Algorithmic Bias in AI-Driven Recruitment Systems: A Systematic Review of Implications for Fairness and Diversity in Talent Acquisition
Keywords:
Artificial Intelligence; Algorithmic Bias; Talent Acquisition; Recruitment Systems; Fairness and Transparency; Human Resource Analytics and Ethical AI GovernanceAbstract
The integration of artificial intelligence (AI) in recruitment and talent acquisition has transformed human resource management by enhancing efficiency, scalability, and data-driven decision-making. However, the growing reliance on AI-based hiring systems has raised critical concerns regarding algorithmic bias and its implications for fairness and diversity. This secondary research paper aims to systematically review existing literature on algorithmic bias in AI-driven recruitment systems, with a particular focus on its sources, impacts, and mitigation strategies.
The study synthesises findings from academic journals, industry reports, and case studies to examine how biases emerge in AI models due to historical data, flawed algorithm design, and lack of transparency in decision-making processes. It highlights that AI systems, when trained on biased datasets, may unintentionally reinforce existing inequalities related to gender, education, or socioeconomic background. The review also explores the concept of “black-box” algorithms, which limit accountability and hinder trust among stakeholders.
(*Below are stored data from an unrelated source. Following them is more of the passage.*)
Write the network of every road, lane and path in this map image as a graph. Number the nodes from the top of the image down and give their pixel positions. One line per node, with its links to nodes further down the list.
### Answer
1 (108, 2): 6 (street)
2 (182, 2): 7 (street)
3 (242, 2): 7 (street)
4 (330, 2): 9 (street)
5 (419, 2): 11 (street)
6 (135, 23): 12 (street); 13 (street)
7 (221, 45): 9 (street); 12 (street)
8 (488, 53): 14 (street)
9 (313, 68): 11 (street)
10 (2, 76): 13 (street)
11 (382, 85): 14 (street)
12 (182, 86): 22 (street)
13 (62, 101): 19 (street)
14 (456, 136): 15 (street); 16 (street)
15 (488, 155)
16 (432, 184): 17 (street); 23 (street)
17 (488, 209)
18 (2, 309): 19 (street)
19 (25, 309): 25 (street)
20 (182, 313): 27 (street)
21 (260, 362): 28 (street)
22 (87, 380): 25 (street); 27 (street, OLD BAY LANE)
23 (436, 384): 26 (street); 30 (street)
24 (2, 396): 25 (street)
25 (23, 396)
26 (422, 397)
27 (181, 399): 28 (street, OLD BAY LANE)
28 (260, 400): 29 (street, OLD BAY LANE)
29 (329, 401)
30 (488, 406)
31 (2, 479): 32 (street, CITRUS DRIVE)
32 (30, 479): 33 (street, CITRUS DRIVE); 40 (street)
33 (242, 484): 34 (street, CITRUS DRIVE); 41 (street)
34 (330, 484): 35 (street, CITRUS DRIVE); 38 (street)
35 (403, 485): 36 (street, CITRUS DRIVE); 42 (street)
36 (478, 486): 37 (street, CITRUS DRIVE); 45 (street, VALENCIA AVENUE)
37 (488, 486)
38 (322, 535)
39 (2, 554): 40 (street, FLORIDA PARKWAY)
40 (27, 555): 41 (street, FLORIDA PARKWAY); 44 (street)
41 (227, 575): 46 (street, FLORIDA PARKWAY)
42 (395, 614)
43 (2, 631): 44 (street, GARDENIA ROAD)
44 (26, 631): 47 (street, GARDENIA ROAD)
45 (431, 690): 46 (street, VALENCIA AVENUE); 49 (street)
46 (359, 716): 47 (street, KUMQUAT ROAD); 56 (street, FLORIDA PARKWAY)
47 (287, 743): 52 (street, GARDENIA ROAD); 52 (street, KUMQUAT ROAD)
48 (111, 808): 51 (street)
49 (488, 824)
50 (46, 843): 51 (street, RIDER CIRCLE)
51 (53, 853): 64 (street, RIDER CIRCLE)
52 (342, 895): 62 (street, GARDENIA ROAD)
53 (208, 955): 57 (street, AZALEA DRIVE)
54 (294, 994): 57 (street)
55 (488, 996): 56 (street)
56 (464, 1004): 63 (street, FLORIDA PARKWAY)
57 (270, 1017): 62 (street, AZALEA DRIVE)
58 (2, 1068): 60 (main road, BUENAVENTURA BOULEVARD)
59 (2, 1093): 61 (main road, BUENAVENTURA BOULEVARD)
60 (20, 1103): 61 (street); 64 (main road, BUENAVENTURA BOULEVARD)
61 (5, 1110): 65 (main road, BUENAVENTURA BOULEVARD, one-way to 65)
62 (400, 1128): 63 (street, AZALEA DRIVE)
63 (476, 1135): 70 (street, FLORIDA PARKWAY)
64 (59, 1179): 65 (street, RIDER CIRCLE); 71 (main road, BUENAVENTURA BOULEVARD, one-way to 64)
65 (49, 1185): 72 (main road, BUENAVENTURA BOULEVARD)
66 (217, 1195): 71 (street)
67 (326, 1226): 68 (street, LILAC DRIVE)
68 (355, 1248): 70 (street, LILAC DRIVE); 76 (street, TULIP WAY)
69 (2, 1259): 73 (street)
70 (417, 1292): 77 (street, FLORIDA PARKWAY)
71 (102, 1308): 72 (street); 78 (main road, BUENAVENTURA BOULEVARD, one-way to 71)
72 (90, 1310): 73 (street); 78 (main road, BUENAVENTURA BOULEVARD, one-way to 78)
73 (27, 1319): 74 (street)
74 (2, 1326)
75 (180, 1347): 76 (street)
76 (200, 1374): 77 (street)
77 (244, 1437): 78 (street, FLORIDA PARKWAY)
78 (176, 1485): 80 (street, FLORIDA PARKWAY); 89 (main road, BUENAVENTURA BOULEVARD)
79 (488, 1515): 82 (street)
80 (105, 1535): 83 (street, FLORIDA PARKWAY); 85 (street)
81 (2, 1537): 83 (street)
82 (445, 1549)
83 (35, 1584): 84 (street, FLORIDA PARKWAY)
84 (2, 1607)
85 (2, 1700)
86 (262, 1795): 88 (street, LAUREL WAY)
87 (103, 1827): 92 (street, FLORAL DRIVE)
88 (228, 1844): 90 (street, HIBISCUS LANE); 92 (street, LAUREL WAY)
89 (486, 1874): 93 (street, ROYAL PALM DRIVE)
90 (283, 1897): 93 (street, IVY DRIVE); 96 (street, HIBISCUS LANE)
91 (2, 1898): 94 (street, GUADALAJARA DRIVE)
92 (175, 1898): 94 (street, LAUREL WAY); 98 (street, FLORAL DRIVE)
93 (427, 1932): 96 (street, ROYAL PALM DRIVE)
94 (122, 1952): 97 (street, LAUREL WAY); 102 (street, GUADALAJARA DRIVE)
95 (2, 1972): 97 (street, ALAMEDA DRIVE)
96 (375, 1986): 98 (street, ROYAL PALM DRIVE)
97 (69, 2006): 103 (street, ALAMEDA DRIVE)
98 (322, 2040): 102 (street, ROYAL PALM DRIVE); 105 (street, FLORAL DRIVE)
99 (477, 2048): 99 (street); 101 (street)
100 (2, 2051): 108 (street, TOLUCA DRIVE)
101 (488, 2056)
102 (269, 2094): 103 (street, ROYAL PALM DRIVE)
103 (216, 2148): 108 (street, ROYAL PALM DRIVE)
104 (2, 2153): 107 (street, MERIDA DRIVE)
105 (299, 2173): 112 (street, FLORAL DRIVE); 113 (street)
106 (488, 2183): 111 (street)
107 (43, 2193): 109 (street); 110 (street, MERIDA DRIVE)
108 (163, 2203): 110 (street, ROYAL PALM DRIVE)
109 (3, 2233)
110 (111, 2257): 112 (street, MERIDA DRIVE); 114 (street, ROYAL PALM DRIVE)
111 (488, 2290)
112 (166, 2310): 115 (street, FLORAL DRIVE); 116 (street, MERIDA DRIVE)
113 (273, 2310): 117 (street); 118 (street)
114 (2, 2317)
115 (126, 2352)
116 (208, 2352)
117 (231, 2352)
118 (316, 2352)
Furthermore, the paper evaluates various strategies proposed in the literature to address algorithmic bias, including data diversification, algorithmic audits, ethical AI frameworks, and human oversight in recruitment decisions. Special attention is given to the relevance of these issues in emerging economies, where AI adoption is rapidly increasing but regulatory frameworks are still evolving.
The findings suggest that while AI has the potential to improve recruitment efficiency, its unchecked implementation may compromise fairness and inclusivity. The study concludes by emphasising the need for responsible AI governance and transparent hiring practices to ensure equitable talent acquisition in the digital era.